What was engaging about Jayakumar is that he has been working in development in India for more than 30 years, and he is not despondent or cynical despite the sometimes overwhelming magnitude of the task!
He maintains his passion and has earned the reputation in India of disturbing the status quo and asking the tough questions of his government and the powerful in order to help the poor. Perhaps that's why we get along so well!
The other major event last week was the announcement by the federal government of a change in policy on climate change. This is such a fraught issue for all nations to grapple with.
There are still a few climate change skeptics - and we are learning so much about the science that there is raft of changing theories - but overwhelmingly it is clear that there is a looming catastrophe for future generations to deal with, unless we take decisive and strong action now.
It really has become a moral challenge for leaders to deal with - will they be able to face their children and grandchildren and say, yes, we were warned, and yes, we did all that was possible to prevent the planet's climate spiralling into dangerous warming?
There are legitimate concerns from businesses worried about how it will affect their costs in the shot term and longer term viability. About how coal mining communities will fare. And it is true that there should be assistance to ensure the painful costs of adjustment to a low-carbon economy are kept as low as possible.
But this dilemma has also been the product of generations of western industrialisation - something we all benefit from - and one where the market has failed.
The real cost of polluting the atmosphere with carbon, and the costs of cleaning it up, were never included in the price of electricity, or mining, or smelting, or transport, or even farming.
And there is scaremongering that bringing in a proper accounting for the carbon pollution is going to cripple the economy. But the work done by Professor Ross Garnaut only found a tiny decrease in economic growth to 2050 - not one that is catastrophic or going backwards at all! The CSIRO, Australia's main scientific research body, found jobs would actually be created by a shift to a low-carbon economy.
So when Jayakumar, a warm man who is passionate about bringing real development improvements to thousands of villages in his country, heard about Australia at least raising the possibility of stronger targets, he was encouraged.
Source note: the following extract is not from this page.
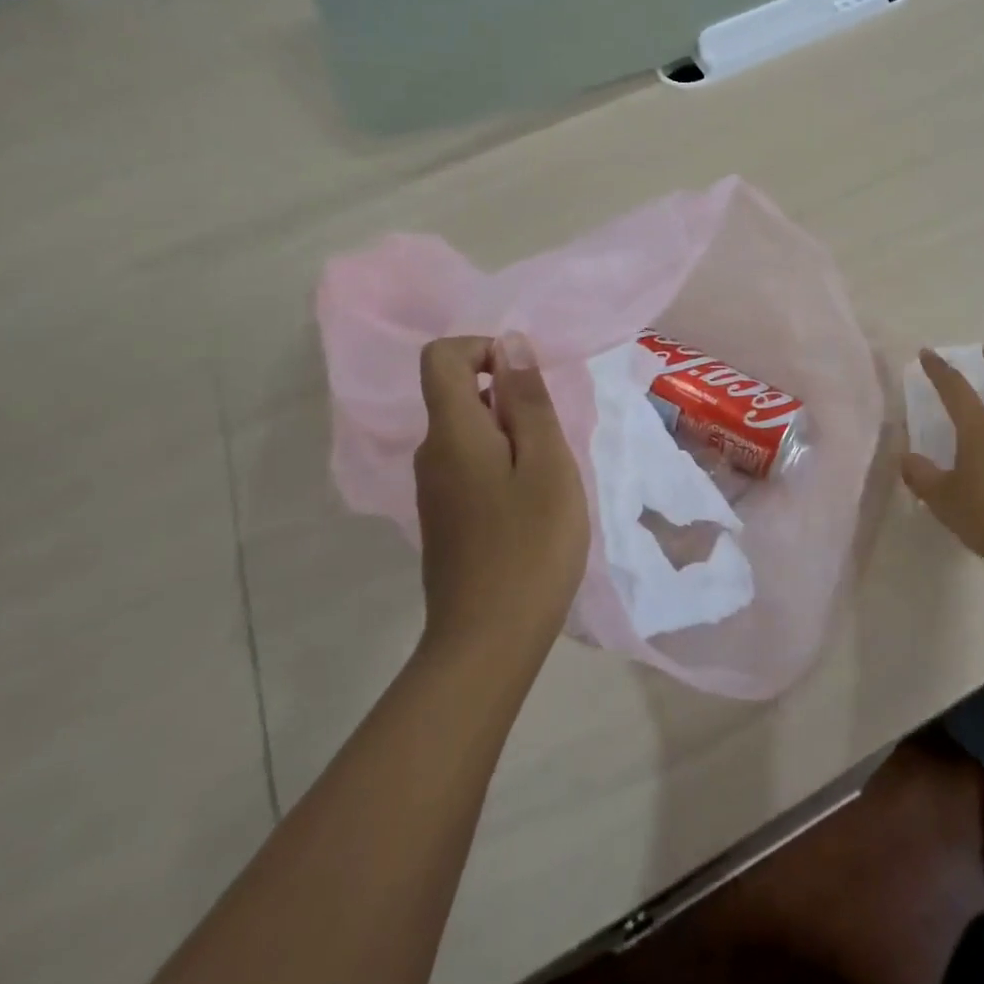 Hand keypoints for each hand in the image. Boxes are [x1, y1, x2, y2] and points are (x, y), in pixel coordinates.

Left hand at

You see, for countries like India which still has 700 million poor people and almost half of her children still suffering nutritional deficiencies, development remains their priority, and putting a clamp on that to help solve a problem created by the richer west is down the order of their priorities.
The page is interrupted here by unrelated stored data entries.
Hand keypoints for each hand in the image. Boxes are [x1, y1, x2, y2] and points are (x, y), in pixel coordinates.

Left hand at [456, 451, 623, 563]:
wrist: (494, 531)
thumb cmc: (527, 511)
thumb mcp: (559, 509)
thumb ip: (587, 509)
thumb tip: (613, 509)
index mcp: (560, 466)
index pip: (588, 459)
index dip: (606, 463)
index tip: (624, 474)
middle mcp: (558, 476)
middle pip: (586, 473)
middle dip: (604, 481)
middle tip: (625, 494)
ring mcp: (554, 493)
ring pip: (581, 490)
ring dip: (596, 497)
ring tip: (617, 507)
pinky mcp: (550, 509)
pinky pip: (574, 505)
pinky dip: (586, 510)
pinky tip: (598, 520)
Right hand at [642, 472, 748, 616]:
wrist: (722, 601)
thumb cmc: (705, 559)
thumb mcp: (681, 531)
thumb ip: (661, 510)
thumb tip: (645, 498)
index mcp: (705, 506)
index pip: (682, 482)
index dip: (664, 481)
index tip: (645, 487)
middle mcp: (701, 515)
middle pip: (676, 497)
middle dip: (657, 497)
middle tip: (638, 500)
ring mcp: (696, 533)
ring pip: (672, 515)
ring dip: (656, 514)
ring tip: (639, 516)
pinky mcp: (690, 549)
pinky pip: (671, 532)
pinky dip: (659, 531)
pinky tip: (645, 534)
The most promising thing that happened last week was the Rudd government's decision to raise the ceiling target range for cutting emissions from 5-15 per cent to 5-25 per cent. What we now need is to raise the floor from 5 per cent to at least 15 per cent. Even so the change may well reopen a door to the possibility that a global deal might be struck at Copenhagen.
That is something that the world's poor, who stand to fare the worst from a warming planet, and our children would cheer about.